Louise designed the flower arrangements within the Castle’s entrance which was created, along with the Leeds Castle floristry team, within a 2 or 3 hour time slot on the last end of preparations due to the time pressures: “We knew our design had to show off the splendid roses from David Austin, who sponsored the display, and we had to ensure it had a water source that would last a week and I wanted to give people the scent of roses as they walked in.  The look is more of a ‘stately home country garden’ showing off the Garden of England and within the display I wanted to include a wrought iron garden gate.  I couldn’t find a gate anywhere and in the end we got it from our Chief Executive’s garden!”

The humble garden gate is currently embraced by roses, cuddled by thorns.  Louise is an artist and to conjure up such elegant and extravagant designs under pressure is part and parcel of the job but they are never off the cuff designs: “I’ll pick the flowers knowing the design in my mind’s eye.  Sometimes the flowers lend themselves to the design and in this instance we used a lot of roses – 6 different varieties – combined with foliage from the Castle’s grounds and some Café Au Lait Dahlia’s.” She is passionate about the flower festival and the hard work that has gone into creating the displays within each of the Castle’s rooms.

“The castle will look bare when it is all over!” Louise remarked, but for now the festival is in full swing.

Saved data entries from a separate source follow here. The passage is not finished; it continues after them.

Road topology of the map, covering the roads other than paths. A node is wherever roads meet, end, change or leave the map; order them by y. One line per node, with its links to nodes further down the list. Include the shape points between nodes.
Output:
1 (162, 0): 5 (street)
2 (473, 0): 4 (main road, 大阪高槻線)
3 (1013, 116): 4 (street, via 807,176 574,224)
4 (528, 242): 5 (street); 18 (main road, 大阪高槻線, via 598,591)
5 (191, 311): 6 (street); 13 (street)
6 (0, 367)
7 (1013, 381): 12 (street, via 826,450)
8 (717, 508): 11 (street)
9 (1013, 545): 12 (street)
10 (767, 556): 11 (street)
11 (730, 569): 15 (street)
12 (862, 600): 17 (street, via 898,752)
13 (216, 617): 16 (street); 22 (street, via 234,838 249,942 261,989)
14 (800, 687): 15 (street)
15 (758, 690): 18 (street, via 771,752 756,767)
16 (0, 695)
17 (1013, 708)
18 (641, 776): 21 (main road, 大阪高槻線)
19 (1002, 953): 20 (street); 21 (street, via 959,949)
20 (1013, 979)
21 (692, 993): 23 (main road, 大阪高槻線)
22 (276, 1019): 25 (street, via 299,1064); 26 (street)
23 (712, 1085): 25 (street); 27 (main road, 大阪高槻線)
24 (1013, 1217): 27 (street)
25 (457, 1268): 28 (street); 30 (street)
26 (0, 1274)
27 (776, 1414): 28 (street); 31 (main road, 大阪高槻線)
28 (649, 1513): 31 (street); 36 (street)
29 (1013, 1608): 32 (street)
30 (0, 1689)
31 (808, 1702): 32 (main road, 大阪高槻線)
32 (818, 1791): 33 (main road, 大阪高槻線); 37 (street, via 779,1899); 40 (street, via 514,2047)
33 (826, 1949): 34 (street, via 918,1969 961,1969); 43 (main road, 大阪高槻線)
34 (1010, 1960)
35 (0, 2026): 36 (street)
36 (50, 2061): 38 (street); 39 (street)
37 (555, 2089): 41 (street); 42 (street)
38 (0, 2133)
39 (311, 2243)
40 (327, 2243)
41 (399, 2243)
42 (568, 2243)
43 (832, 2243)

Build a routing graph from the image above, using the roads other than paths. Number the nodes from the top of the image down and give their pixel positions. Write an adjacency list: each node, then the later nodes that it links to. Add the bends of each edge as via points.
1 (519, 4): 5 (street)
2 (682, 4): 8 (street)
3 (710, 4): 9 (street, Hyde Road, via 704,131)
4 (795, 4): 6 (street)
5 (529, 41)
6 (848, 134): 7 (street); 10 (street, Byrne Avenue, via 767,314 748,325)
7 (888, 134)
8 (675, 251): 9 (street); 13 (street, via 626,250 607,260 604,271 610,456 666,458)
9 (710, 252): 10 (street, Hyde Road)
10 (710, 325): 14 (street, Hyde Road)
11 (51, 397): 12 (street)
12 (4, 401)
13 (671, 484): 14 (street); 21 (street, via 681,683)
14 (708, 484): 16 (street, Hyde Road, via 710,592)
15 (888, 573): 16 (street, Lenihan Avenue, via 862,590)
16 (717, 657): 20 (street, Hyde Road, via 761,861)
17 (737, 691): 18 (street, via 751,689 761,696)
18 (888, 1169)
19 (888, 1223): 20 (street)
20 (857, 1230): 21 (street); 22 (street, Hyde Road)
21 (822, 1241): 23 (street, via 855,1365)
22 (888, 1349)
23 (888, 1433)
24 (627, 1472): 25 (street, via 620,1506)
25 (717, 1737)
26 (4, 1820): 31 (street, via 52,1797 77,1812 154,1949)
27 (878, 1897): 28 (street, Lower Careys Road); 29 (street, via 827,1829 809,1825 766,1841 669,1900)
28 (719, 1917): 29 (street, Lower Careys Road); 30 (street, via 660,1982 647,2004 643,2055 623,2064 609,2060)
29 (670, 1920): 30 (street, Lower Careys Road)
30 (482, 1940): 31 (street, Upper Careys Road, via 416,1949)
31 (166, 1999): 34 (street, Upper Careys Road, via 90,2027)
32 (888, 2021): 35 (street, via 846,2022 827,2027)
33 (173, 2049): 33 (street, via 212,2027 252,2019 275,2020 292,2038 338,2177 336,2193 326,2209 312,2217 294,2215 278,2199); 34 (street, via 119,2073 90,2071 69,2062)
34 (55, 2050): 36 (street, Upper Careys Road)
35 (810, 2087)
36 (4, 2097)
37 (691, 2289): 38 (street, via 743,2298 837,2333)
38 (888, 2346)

Mig and Louise invited 20 designers to take part in the festival and introduced a competitive element by engaging with local florists to exhibit and prizes have been given out to them.

The preview night went well with all the designs enthusiastically spoken about.  I was struck by the colour and grace of the flowers, the sculptured perfection and the detail which each intricate design brought to the overall look of the festival.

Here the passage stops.